ID:10442
ケイケイの映画日記
by ケイケイ
[928096hit]
■「ドリームガールズ」
ディーナたちはダイアナ・ロス&シュープリームス、ジミーはジェームズ・ブラウン、カーティスにも伝説の大物プロモーターのモデルがいます。しかしあくまでモデル。そして複数のショービズの世界に生きる黒人を浮き彫りにすることで、単一に黒人だからと言い切れない、様々な生き方があるのだと、目の当たりにさせることが出来たのです。そこが「レイ」にあった、「レイ・チャールズの苦悩=才能ある全ての黒人歌手の苦悩」という錯覚に陥らせません。

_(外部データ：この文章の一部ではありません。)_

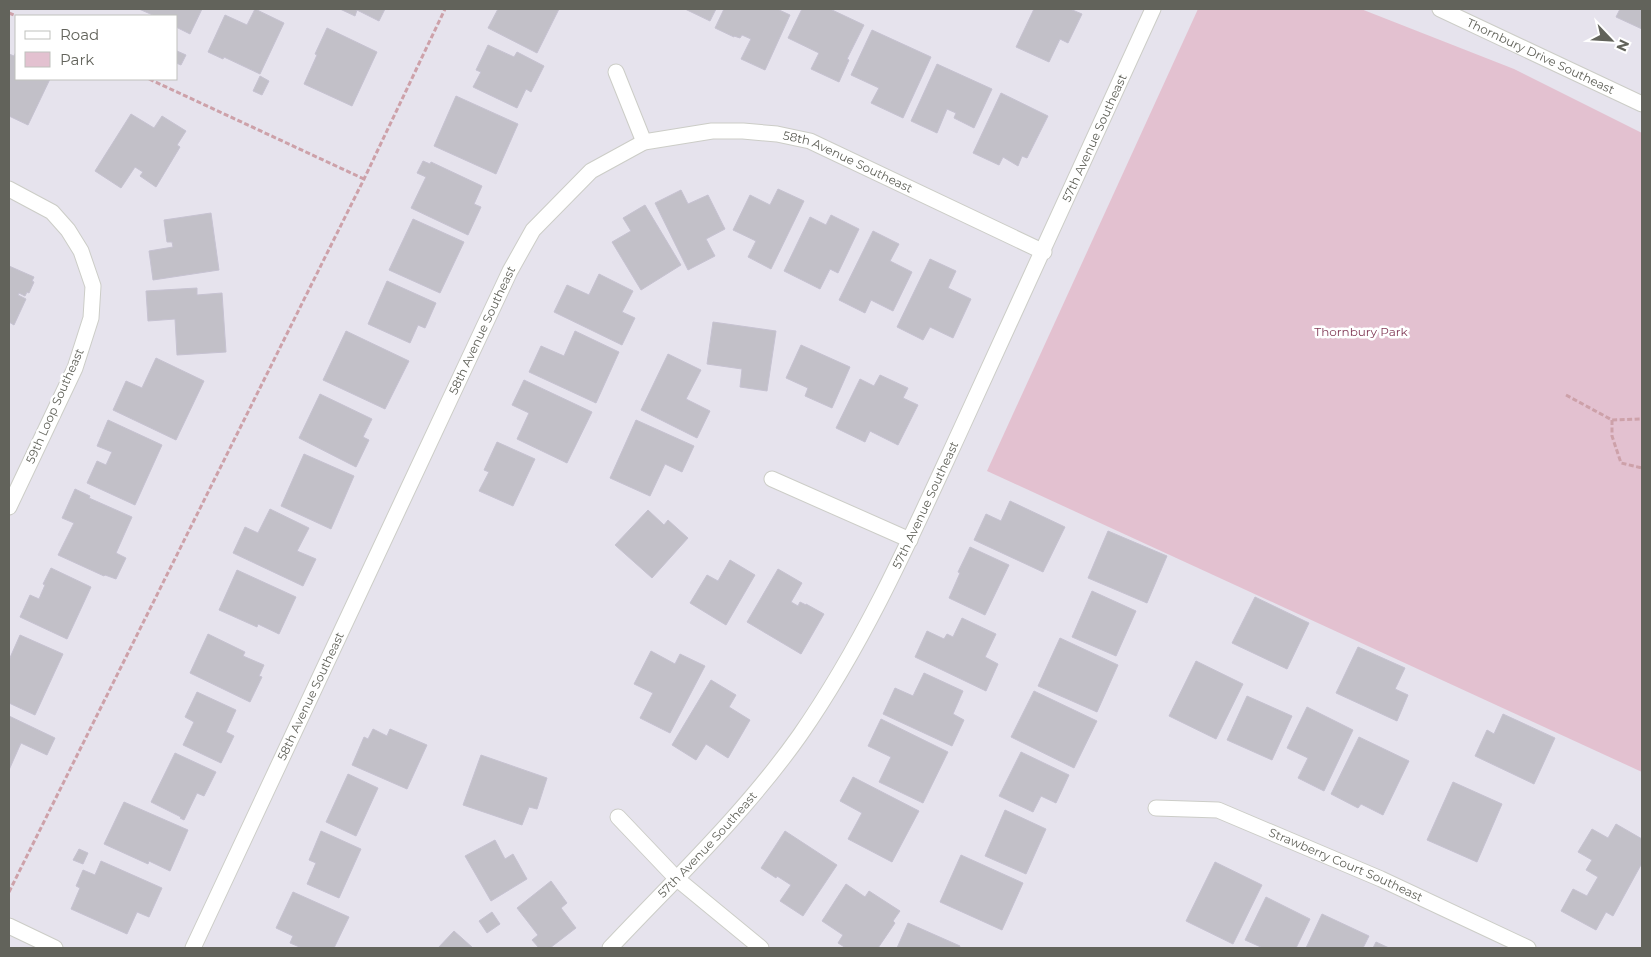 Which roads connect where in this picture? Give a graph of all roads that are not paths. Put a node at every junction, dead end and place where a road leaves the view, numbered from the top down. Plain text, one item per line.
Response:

頑なに自分たちの黒人音楽を守ろうとするマーティやエフィ。古い自分も守りきれず新たな自分も探せず、人気者から凋落していくジミー。時代に融合し、新しい自分を見出しながらも、黒人としての「ソウル」を保つことに拘るソングライターのC・C。自分自身の新たな飛躍を願うディーナ。そして一見所属するタレントは商品、ヒットするため、金になることなら人の心を踏みにじっても厭わぬように描かれているカーティス。成功のために手段を選ばぬ彼は、いつしか白人と同じようになってしまい、黒人の「ソウル」を見失ってしまいます。しかし誰よりも白人の音楽シーンに、ブラックミュージックが席巻することを願っていたはずのカーティス。それが形を変え、ディーナ主演で「クレオパトラ」を撮る事に固執したのではないでしょうか?伝説の世界一美しい女性を、黒人女性が演じるということに。
劇中よく出て来る「ブラザー」「ファミリー」の言葉。自分が黒人であるという「ソウル」を見失ったカーティスが、「ファミリー」というタイトルの歌の流れる中、幼い少女によって自分の「ソウル」に気づく場面は、自分たちの血を大切にする黒人らしかったです。
最初ジェニファーの歌を聞いた時、上手いなぁとは思ったけど、そんなにすごいか?というのが第一印象でした。しかしお話が進むに連れ、彼女の再起を賭けた場面での歌声に私の目からは自然に涙が。そしてラスト近く、ビヨンセが切々とレコーディングで熱唱する場面でも、私は泣きました。それは声量があるとか、技巧的にどうのこうのではなく、二人とも心で歌っていたからではないでしょうか?演技ではなく、歌のみで私は二人に感動したわけ。
初出演作で物怖じしないジェニファーも素敵でしたが、私は賞を上げるなら、現在のアメリカ音楽シーンのディーパでありながら、お飾り人形のようなディーナを演じ、その成長の様子と歌手としての彼女の素晴らしさも再確認させた、ビヨンセにあげたいです。ローレル役のアニカは、舞台で活躍しているそうで、その歌声は二人に一歩も引けをとらず、後半の控えめな存在感も好感が持てました。マーフィーは文句なし。どこか現在の彼のポジションと被るのがちょっと切ないですが、これで復活かも。ダニー・グローバーは相変わらず暖かく誠実、そして「ジャーヘッド」から私が惚れているジェイミー・フォックスは、この作品でも「いやな野郎」加減が絶妙で、惚れ直しました。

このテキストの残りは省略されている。